Stored items:
◆ ◆ ◆

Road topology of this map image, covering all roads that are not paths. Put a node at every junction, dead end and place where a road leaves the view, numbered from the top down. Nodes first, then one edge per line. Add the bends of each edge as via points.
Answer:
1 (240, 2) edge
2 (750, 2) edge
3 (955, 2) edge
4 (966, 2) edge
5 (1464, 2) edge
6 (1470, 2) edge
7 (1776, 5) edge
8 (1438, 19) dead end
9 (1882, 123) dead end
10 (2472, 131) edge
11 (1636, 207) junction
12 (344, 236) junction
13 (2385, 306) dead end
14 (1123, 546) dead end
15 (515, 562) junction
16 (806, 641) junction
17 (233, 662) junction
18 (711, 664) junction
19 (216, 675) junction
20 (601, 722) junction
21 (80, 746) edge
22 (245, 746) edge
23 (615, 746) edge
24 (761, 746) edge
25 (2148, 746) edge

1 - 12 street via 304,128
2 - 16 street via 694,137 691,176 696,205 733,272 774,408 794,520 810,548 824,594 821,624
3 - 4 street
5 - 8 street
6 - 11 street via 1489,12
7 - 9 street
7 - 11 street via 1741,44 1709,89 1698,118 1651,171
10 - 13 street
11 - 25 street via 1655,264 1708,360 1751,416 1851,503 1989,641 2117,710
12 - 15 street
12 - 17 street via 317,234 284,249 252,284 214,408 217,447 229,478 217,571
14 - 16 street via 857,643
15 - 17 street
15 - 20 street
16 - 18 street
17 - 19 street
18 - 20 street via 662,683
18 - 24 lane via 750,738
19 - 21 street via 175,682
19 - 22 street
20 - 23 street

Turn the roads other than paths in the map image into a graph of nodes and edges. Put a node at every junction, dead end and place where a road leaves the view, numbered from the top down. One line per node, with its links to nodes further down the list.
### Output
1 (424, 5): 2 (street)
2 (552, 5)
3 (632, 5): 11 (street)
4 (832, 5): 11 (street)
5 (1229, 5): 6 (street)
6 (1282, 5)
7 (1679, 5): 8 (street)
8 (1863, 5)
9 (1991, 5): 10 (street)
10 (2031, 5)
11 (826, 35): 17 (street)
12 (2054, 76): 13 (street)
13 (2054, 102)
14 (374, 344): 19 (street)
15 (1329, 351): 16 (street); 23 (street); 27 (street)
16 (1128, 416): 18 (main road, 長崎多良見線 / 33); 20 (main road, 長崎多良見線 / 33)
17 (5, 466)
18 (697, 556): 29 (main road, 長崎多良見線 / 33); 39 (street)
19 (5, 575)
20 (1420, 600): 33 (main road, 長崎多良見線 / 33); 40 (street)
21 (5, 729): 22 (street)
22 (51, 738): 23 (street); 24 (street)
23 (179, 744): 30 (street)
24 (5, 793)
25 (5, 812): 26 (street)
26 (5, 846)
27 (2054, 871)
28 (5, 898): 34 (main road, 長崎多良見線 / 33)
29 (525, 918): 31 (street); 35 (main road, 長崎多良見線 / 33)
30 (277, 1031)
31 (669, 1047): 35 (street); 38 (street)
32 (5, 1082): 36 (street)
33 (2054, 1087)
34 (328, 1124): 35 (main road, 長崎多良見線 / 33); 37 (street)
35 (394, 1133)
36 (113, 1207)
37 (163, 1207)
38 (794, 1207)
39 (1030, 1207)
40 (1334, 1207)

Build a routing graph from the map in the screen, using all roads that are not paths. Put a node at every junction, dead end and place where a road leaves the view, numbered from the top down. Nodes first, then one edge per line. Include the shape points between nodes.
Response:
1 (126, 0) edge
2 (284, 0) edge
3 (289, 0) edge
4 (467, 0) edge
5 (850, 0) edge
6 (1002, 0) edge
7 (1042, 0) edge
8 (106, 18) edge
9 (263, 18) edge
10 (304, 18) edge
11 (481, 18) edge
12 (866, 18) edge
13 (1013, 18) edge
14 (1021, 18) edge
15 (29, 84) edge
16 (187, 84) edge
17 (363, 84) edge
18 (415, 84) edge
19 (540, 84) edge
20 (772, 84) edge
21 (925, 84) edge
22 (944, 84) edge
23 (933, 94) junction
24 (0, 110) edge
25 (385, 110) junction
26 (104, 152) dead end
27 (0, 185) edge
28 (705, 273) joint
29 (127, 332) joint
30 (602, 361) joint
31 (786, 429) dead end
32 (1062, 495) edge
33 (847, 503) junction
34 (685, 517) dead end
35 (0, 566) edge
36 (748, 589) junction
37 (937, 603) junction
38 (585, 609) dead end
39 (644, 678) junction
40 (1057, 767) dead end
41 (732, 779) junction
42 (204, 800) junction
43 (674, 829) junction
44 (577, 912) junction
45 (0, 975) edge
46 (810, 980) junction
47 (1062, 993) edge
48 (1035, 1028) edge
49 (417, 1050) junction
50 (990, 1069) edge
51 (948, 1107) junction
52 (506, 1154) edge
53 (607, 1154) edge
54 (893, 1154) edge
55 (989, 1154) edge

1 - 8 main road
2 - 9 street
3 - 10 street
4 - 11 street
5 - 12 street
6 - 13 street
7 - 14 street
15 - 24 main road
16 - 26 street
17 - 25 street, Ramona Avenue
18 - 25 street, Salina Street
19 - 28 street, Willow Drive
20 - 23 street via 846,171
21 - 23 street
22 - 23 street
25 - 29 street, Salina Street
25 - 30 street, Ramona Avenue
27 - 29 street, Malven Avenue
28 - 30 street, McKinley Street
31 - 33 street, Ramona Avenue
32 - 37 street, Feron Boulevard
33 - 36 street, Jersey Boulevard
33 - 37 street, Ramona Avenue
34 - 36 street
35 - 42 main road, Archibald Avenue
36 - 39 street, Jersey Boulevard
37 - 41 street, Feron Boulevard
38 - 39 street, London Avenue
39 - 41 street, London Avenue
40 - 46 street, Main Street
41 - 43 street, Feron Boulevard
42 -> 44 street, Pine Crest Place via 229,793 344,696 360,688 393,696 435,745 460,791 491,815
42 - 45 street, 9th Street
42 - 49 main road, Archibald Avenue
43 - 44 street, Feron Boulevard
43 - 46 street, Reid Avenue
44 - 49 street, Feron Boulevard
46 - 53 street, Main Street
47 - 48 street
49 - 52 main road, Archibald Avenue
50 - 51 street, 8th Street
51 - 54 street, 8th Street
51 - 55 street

◆ ◆ ◆

◆ What is being asked
The data above must be restated word for word.

◆ Task result
Road topology of this map image, covering all roads that are not paths. Put a node at every junction, dead end and place where a road leaves the view, numbered from the top down. Nodes first, then one edge per line. Add the bends of each edge as via points.
Answer:
1 (240, 2) edge
2 (750, 2) edge
3 (955, 2) edge
4 (966, 2) edge
5 (1464, 2) edge
6 (1470, 2) edge
7 (1776, 5) edge
8 (1438, 19) dead end
9 (1882, 123) dead end
10 (2472, 131) edge
11 (1636, 207) junction
12 (344, 236) junction
13 (2385, 306) dead end
14 (1123, 546) dead end
15 (515, 562) junction
16 (806, 641) junction
17 (233, 662) junction
18 (711, 664) junction
19 (216, 675) junction
20 (601, 722) junction
21 (80, 746) edge
22 (245, 746) edge
23 (615, 746) edge
24 (761, 746) edge
25 (2148, 746) edge

1 - 12 street via 304,128
2 - 16 street via 694,137 691,176 696,205 733,272 774,408 794,520 810,548 824,594 821,624
3 - 4 street
5 - 8 street
6 - 11 street via 1489,12
7 - 9 street
7 - 11 street via 1741,44 1709,89 1698,118 1651,171
10 - 13 street
11 - 25 street via 1655,264 1708,360 1751,416 1851,503 1989,641 2117,710
12 - 15 street
12 - 17 street via 317,234 284,249 252,284 214,408 217,447 229,478 217,571
14 - 16 street via 857,643
15 - 17 street
15 - 20 street
16 - 18 street
17 - 19 street
18 - 20 street via 662,683
18 - 24 lane via 750,738
19 - 21 street via 175,682
19 - 22 street
20 - 23 street

Turn the roads other than paths in the map image into a graph of nodes and edges. Put a node at every junction, dead end and place where a road leaves the view, numbered from the top down. One line per node, with its links to nodes further down the list.
### Output
1 (424, 5): 2 (street)
2 (552, 5)
3 (632, 5): 11 (street)
4 (832, 5): 11 (street)
5 (1229, 5): 6 (street)
6 (1282, 5)
7 (1679, 5): 8 (street)
8 (1863, 5)
9 (1991, 5): 10 (street)
10 (2031, 5)
11 (826, 35): 17 (street)
12 (2054, 76): 13 (street)
13 (2054, 102)
14 (374, 344): 19 (street)
15 (1329, 351): 16 (street); 23 (street); 27 (street)
16 (1128, 416): 18 (main road, 長崎多良見線 / 33); 20 (main road, 長崎多良見線 / 33)
17 (5, 466)
18 (697, 556): 29 (main road, 長崎多良見線 / 33); 39 (street)
19 (5, 575)
20 (1420, 600): 33 (main road, 長崎多良見線 / 33); 40 (street)
21 (5, 729): 22 (street)
22 (51, 738): 23 (street); 24 (street)
23 (179, 744): 30 (street)
24 (5, 793)
25 (5, 812): 26 (street)
26 (5, 846)
27 (2054, 871)
28 (5, 898): 34 (main road, 長崎多良見線 / 33)
29 (525, 918): 31 (street); 35 (main road, 長崎多良見線 / 33)
30 (277, 1031)
31 (669, 1047): 35 (street); 38 (street)
32 (5, 1082): 36 (street)
33 (2054, 1087)
34 (328, 1124): 35 (main road, 長崎多良見線 / 33); 37 (street)
35 (394, 1133)
36 (113, 1207)
37 (163, 1207)
38 (794, 1207)
39 (1030, 1207)
40 (1334, 1207)

Build a routing graph from the map in the screen, using all roads that are not paths. Put a node at every junction, dead end and place where a road leaves the view, numbered from the top down. Nodes first, then one edge per line. Include the shape points between nodes.
Response:
1 (126, 0) edge
2 (284, 0) edge
3 (289, 0) edge
4 (467, 0) edge
5 (850, 0) edge
6 (1002, 0) edge
7 (1042, 0) edge
8 (106, 18) edge
9 (263, 18) edge
10 (304, 18) edge
11 (481, 18) edge
12 (866, 18) edge
13 (1013, 18) edge
14 (1021, 18) edge
15 (29, 84) edge
16 (187, 84) edge
17 (363, 84) edge
18 (415, 84) edge
19 (540, 84) edge
20 (772, 84) edge
21 (925, 84) edge
22 (944, 84) edge
23 (933, 94) junction
24 (0, 110) edge
25 (385, 110) junction
26 (104, 152) dead end
27 (0, 185) edge
28 (705, 273) joint
29 (127, 332) joint
30 (602, 361) joint
31 (786, 429) dead end
32 (1062, 495) edge
33 (847, 503) junction
34 (685, 517) dead end
35 (0, 566) edge
36 (748, 589) junction
37 (937, 603) junction
38 (585, 609) dead end
39 (644, 678) junction
40 (1057, 767) dead end
41 (732, 779) junction
42 (204, 800) junction
43 (674, 829) junction
44 (577, 912) junction
45 (0, 975) edge
46 (810, 980) junction
47 (1062, 993) edge
48 (1035, 1028) edge
49 (417, 1050) junction
50 (990, 1069) edge
51 (948, 1107) junction
52 (506, 1154) edge
53 (607, 1154) edge
54 (893, 1154) edge
55 (989, 1154) edge

1 - 8 main road
2 - 9 street
3 - 10 street
4 - 11 street
5 - 12 street
6 - 13 street
7 - 14 street
15 - 24 main road
16 - 26 street
17 - 25 street, Ramona Avenue
18 - 25 street, Salina Street
19 - 28 street, Willow Drive
20 - 23 street via 846,171
21 - 23 street
22 - 23 street
25 - 29 street, Salina Street
25 - 30 street, Ramona Avenue
27 - 29 street, Malven Avenue
28 - 30 street, McKinley Street
31 - 33 street, Ramona Avenue
32 - 37 street, Feron Boulevard
33 - 36 street, Jersey Boulevard
33 - 37 street, Ramona Avenue
34 - 36 street
35 - 42 main road, Archibald Avenue
36 - 39 street, Jersey Boulevard
37 - 41 street, Feron Boulevard
38 - 39 street, London Avenue
39 - 41 street, London Avenue
40 - 46 street, Main Street
41 - 43 street, Feron Boulevard
42 -> 44 street, Pine Crest Place via 229,793 344,696 360,688 393,696 435,745 460,791 491,815
42 - 45 street, 9th Street
42 - 49 main road, Archibald Avenue
43 - 44 street, Feron Boulevard
43 - 46 street, Reid Avenue
44 - 49 street, Feron Boulevard
46 - 53 street, Main Street
47 - 48 street
49 - 52 main road, Archibald Avenue
50 - 51 street, 8th Street
51 - 54 street, 8th Street
51 - 55 street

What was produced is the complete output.